### WHAT YOU WILL DO:
Retype the data below exactly; skip every image.

┌─ DATA FOR ANALYSIS

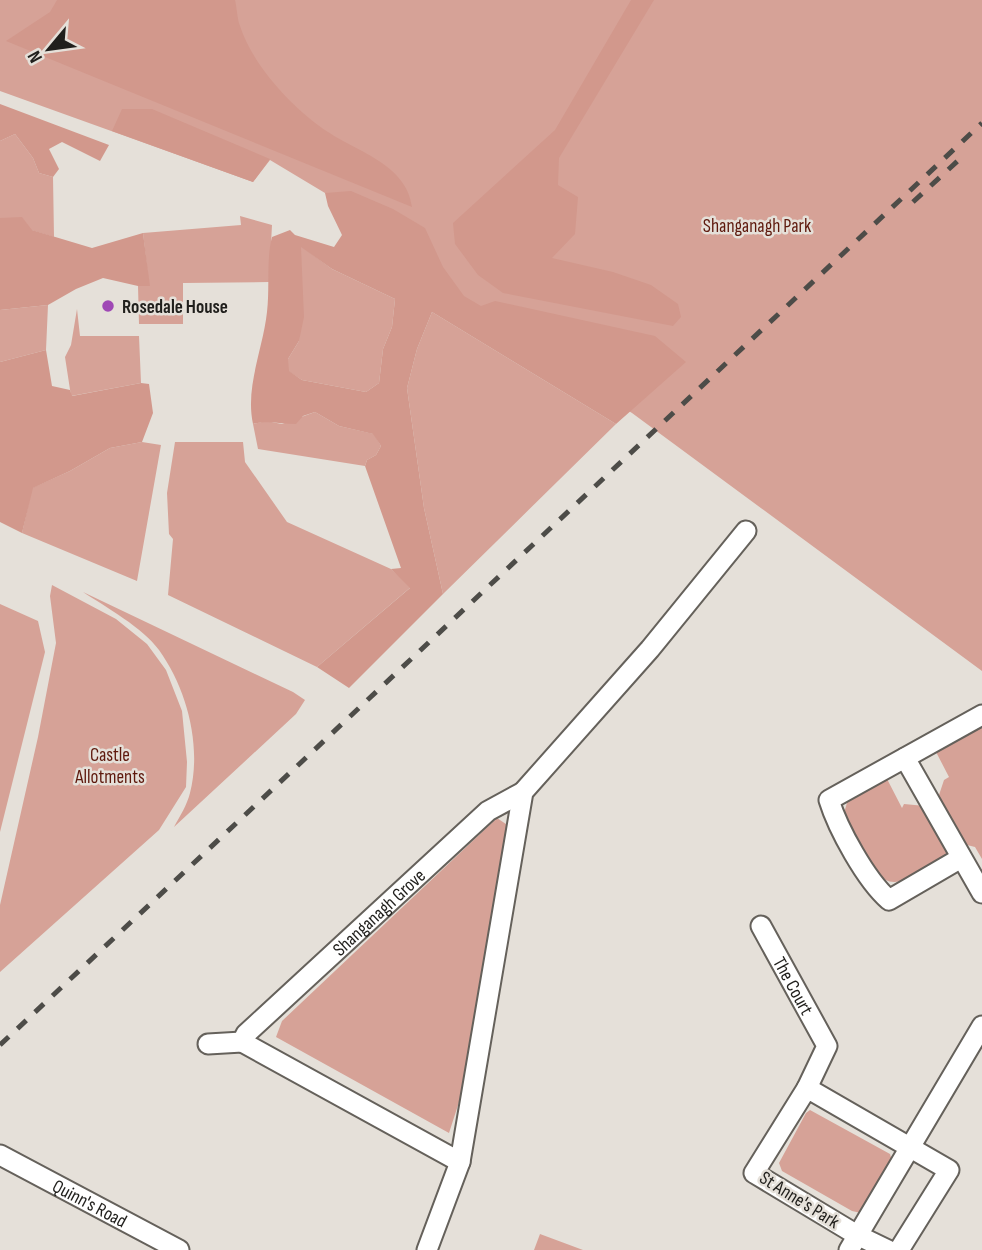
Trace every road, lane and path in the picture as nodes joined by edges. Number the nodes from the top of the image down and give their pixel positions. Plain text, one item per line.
1 (746, 531) dead end
2 (982, 715) edge
3 (905, 758) junction
4 (523, 792) junction
5 (961, 858) junction
6 (982, 893) edge
7 (761, 926) dead end
8 (982, 1026) edge
9 (242, 1042) junction
10 (208, 1044) dead end
11 (827, 1046) joint
12 (807, 1088) junction
13 (908, 1148) junction
14 (0, 1155) edge
15 (460, 1162) junction
16 (853, 1242) edge
17 (178, 1250) edge
18 (427, 1250) edge
19 (888, 1250) edge
20 (899, 1250) edge

1 - 4 street, Shanganagh Grove
2 - 3 street
3 - 5 street
3 - 5 street
4 - 9 street, Shanganagh Grove
4 - 15 street
5 - 6 street
7 - 11 street, The Court
8 - 13 street, St Anne's Park
9 - 10 street
9 - 15 street
11 - 12 street, St Anne's Park
12 - 13 street
12 - 16 street, St Anne's Park
13 - 16 street, St Anne's Park
13 - 20 street
14 - 17 street, Quinn's Road
15 - 18 street
16 - 19 street, St Anne's Park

└─

### TASK OUTPUT:
Trace every road, lane and path in the picture as nodes joined by edges. Number the nodes from the top of the image down and give their pixel positions. Plain text, one item per line.
1 (746, 531) dead end
2 (982, 715) edge
3 (905, 758) junction
4 (523, 792) junction
5 (961, 858) junction
6 (982, 893) edge
7 (761, 926) dead end
8 (982, 1026) edge
9 (242, 1042) junction
10 (208, 1044) dead end
11 (827, 1046) joint
12 (807, 1088) junction
13 (908, 1148) junction
14 (0, 1155) edge
15 (460, 1162) junction
16 (853, 1242) edge
17 (178, 1250) edge
18 (427, 1250) edge
19 (888, 1250) edge
20 (899, 1250) edge

1 - 4 street, Shanganagh Grove
2 - 3 street
3 - 5 street
3 - 5 street
4 - 9 street, Shanganagh Grove
4 - 15 street
5 - 6 street
7 - 11 street, The Court
8 - 13 street, St Anne's Park
9 - 10 street
9 - 15 street
11 - 12 street, St Anne's Park
12 - 13 street
12 - 16 street, St Anne's Park
13 - 16 street, St Anne's Park
13 - 20 street
14 - 17 street, Quinn's Road
15 - 18 street
16 - 19 street, St Anne's Park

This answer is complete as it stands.